Wir zeichneten Karikaturen von Björn, die seinen großen kahlen Schädel und die noch größere runde Brille hervorhoben. Es gab einen richtigen Wettstreit unter den Schülern, wer die witzigste Karikatur zeichnen konnte. Wer zuerst im Klassenraum war, zeichnete ein Bild von Björn an die Tafel, und der Lehrer begann den Unterricht jedes Mal damit, es wieder wegzuwischen. Regelmäßig präparierten wir seinen Stuhl mit Reißzwecken oder schraubten die Beine lose, sodass Björn der Länge nach auf den Boden knallte, wenn er sich hinsetzen wollte. Manchmal piksten wir mit Reißzwecken Löcher in die Sitzfläche und gossen Wasser hinein, das dann nach und nach aus dem Polster gedrückt wurde, wenn er saß. Auf eine solche Gelegenheit lauerte Kibba.
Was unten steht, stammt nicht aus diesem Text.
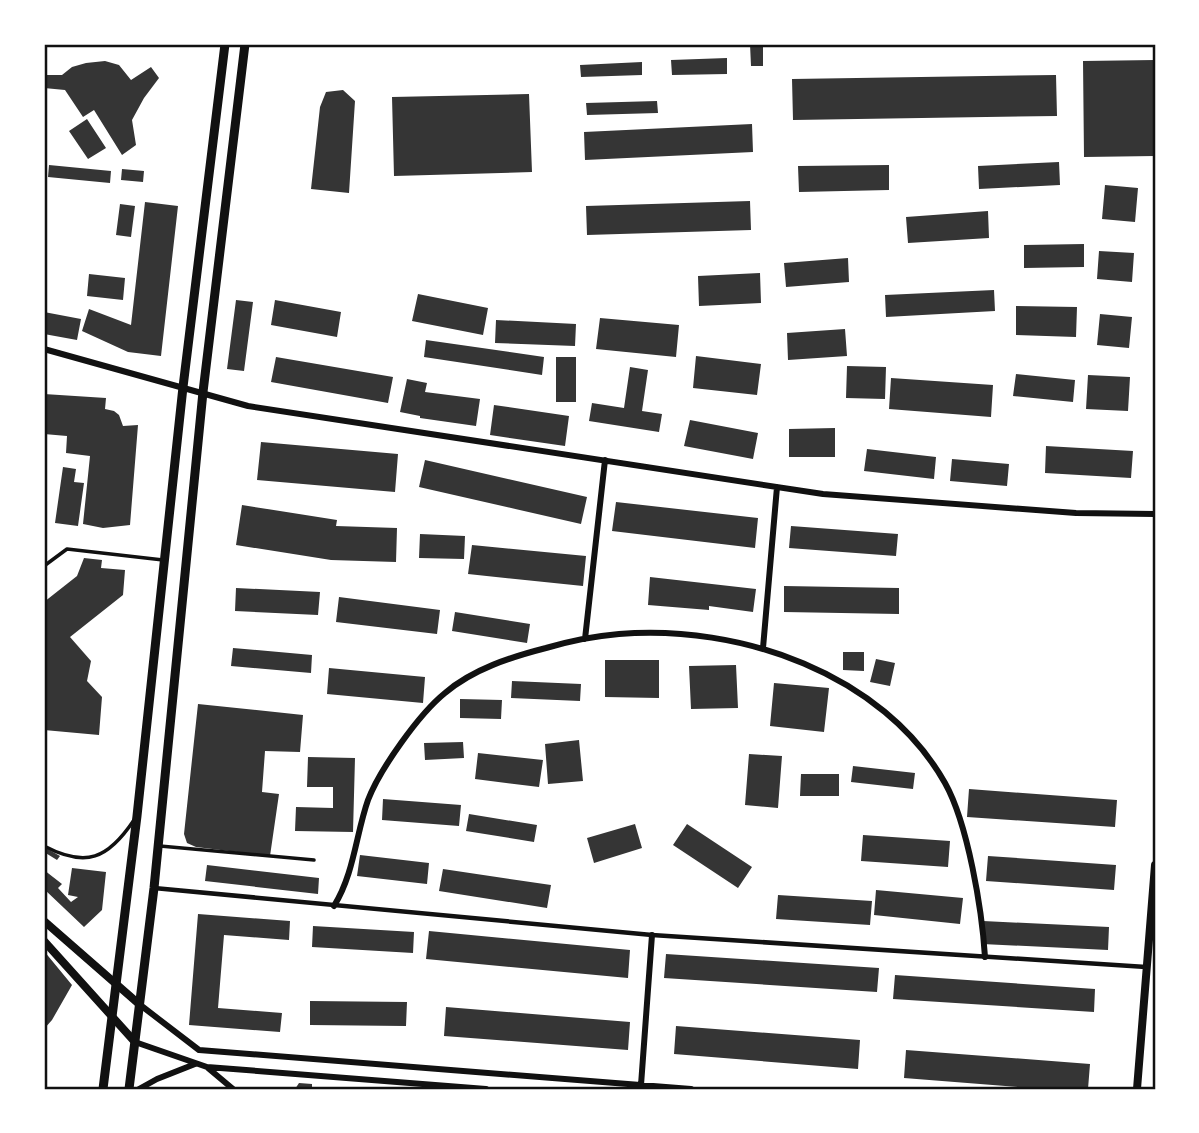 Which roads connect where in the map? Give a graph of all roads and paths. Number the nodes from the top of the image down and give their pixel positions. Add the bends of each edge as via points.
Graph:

– Sie haben ja einen nassen Hintern!

– Om du vil sige noget skal du sige det på dansk.

– Haben Sie sich in die Hose gemacht?!

Die ganze Klasse kicherte.

– Finden Sie Dänisch so aufregend, dass sie keine Zeit haben, aufs Klo zu gehen?

– Wer war das?

Nie bekannte sich jemand zu etwas, und so verliefen die Dänisch-Stunden in jenem Winter. Nicht viel anders als die Isländisch-Stunden. Wir verließen sogar mitten im Unterricht den Raum, um eine zu rauchen. Manchmal kamen wir wieder zurück – manchmal nicht. Es schien überhaupt keine Rolle zu spielen.